┌─ Data for this exercise
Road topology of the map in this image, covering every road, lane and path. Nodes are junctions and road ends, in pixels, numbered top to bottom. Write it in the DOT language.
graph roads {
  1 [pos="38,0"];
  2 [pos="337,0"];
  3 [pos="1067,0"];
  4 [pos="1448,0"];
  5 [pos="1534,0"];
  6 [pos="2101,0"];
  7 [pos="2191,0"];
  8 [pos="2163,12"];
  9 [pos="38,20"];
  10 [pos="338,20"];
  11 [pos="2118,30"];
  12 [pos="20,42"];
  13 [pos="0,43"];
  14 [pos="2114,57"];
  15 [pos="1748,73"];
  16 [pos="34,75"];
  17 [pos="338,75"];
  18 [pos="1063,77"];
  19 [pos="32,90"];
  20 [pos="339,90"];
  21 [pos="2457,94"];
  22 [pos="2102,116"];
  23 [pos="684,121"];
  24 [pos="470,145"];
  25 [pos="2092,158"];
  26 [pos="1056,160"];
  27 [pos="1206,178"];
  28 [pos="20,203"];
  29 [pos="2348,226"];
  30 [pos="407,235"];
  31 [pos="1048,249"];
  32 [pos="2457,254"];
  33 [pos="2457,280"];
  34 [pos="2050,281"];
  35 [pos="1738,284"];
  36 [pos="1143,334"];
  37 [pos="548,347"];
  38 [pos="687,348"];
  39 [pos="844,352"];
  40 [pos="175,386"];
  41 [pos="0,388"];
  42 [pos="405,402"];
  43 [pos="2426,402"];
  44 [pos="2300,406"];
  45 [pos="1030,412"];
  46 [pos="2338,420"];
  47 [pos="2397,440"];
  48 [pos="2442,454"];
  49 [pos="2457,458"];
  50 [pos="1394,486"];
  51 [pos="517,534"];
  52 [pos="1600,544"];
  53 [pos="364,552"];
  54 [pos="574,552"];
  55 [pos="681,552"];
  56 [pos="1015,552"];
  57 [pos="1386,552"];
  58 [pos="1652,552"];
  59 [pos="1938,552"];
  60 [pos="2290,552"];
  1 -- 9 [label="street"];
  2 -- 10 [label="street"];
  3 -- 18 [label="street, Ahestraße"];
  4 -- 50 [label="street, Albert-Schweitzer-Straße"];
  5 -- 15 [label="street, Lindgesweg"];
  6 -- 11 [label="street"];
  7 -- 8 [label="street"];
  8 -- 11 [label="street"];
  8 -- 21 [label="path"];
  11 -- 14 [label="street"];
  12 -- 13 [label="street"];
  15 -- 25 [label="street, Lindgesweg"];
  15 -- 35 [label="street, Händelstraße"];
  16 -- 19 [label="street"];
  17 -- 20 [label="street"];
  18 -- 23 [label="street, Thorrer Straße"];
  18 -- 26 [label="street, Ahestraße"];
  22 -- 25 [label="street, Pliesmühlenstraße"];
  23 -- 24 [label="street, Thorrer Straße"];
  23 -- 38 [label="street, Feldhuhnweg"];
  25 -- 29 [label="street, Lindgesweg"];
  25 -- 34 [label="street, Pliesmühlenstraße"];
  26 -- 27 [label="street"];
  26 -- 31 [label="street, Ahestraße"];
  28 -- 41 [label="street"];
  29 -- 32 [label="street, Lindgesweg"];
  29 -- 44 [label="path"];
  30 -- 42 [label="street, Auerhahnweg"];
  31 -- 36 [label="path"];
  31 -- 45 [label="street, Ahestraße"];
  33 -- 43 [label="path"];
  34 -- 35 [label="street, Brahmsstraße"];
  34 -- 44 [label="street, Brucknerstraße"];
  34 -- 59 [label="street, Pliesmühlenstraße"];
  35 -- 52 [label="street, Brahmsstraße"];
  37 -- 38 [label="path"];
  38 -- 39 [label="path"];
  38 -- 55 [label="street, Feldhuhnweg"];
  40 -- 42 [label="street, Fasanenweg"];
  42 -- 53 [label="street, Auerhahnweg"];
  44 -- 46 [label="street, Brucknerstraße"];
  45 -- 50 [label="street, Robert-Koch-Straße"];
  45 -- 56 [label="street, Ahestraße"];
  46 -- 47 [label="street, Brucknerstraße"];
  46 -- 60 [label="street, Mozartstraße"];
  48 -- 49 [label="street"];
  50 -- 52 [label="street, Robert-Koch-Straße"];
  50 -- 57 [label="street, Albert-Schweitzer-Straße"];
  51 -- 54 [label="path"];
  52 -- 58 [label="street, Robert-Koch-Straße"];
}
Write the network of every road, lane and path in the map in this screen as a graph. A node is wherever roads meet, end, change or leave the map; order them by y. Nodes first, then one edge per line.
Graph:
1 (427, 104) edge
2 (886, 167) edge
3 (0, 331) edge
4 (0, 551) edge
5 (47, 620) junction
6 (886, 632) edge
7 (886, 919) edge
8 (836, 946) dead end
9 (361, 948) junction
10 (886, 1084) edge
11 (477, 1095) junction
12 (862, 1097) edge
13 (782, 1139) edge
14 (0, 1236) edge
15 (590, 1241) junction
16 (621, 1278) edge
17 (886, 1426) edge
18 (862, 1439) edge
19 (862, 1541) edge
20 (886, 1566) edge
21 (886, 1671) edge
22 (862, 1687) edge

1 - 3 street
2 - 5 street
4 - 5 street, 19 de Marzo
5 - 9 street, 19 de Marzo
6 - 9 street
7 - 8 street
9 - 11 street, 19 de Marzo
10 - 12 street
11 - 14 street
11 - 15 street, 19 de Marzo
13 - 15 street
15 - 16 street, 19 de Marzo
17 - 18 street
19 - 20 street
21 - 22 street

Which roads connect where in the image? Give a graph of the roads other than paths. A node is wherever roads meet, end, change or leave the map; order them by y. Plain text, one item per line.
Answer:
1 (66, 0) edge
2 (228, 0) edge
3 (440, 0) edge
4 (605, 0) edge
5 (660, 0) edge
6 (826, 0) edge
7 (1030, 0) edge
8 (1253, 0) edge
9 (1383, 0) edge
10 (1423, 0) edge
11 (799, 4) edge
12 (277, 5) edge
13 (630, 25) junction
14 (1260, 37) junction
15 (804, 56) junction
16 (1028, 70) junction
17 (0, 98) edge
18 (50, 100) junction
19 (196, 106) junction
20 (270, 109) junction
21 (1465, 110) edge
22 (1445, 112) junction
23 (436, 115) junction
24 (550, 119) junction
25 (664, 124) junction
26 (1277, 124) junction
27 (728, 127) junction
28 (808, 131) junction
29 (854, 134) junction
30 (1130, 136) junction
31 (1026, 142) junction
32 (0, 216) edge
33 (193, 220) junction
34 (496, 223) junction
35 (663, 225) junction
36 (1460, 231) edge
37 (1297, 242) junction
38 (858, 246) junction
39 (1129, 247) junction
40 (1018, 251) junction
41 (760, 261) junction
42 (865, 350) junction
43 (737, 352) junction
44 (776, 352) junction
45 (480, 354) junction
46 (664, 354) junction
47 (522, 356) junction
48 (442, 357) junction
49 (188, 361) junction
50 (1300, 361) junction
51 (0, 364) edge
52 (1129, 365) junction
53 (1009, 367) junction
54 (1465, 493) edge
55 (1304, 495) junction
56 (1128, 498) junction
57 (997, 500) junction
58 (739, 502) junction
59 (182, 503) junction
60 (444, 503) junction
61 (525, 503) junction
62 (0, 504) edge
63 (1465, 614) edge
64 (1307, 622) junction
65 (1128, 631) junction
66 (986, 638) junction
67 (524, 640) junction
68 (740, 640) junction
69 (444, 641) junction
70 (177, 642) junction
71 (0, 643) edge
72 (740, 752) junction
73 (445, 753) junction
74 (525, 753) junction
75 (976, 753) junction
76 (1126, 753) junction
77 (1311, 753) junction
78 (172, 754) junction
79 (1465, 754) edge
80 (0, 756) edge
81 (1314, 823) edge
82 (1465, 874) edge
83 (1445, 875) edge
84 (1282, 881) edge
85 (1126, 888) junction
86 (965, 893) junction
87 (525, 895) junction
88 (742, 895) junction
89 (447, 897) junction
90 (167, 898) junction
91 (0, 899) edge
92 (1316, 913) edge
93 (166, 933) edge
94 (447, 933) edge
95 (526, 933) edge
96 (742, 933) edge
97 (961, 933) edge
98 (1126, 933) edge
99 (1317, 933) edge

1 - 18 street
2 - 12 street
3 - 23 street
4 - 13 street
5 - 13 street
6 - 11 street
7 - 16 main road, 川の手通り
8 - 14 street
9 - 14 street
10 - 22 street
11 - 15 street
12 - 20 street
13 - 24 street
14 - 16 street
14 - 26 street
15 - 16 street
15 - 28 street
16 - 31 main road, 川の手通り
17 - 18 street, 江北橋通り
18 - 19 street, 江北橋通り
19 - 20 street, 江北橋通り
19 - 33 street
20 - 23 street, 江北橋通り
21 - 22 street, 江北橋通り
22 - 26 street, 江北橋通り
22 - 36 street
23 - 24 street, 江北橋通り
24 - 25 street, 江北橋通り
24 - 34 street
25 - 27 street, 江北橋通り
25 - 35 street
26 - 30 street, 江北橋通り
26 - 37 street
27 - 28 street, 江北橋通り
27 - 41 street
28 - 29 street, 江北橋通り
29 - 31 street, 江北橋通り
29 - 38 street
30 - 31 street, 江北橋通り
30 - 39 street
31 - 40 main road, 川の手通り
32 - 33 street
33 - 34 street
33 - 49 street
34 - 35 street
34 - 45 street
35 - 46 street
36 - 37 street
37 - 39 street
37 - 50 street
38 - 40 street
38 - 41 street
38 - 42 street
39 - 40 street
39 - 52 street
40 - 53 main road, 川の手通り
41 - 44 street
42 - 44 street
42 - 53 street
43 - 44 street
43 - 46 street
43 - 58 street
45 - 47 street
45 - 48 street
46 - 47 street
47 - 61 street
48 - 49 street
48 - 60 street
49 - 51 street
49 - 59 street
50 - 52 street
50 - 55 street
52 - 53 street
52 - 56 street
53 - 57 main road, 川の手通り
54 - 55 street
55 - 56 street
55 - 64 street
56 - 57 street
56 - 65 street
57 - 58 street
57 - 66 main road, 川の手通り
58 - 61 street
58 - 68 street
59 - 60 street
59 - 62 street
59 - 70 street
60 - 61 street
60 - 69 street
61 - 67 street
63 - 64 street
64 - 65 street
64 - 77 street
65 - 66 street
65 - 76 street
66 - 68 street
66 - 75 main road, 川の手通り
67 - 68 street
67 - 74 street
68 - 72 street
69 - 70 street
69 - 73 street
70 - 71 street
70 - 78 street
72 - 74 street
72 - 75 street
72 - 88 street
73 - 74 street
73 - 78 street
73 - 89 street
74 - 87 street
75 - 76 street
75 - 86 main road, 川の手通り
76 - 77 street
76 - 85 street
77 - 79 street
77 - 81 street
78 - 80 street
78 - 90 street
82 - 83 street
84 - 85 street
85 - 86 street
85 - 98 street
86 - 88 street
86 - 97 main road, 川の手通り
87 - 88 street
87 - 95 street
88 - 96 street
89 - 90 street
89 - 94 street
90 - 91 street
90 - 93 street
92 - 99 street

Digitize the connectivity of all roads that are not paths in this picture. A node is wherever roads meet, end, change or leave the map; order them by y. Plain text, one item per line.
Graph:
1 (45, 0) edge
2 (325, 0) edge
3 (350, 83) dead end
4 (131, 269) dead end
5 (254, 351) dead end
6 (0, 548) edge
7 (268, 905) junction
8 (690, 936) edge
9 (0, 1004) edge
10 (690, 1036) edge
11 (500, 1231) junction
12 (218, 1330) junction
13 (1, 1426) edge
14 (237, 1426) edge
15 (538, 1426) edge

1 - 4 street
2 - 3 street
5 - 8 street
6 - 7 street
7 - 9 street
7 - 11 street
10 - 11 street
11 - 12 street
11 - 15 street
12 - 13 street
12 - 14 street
└─
**Exercise prompt**
Every line above in which the word "paths" occurs is to be copied.

**Answer box**
Which roads connect where in the image? Give a graph of the roads other than paths. A node is wherever roads meet, end, change or leave the map; order them by y. Plain text, one item per line.
Digitize the connectivity of all roads that are not paths in this picture. A node is wherever roads meet, end, change or leave the map; order them by y. Plain text, one item per line.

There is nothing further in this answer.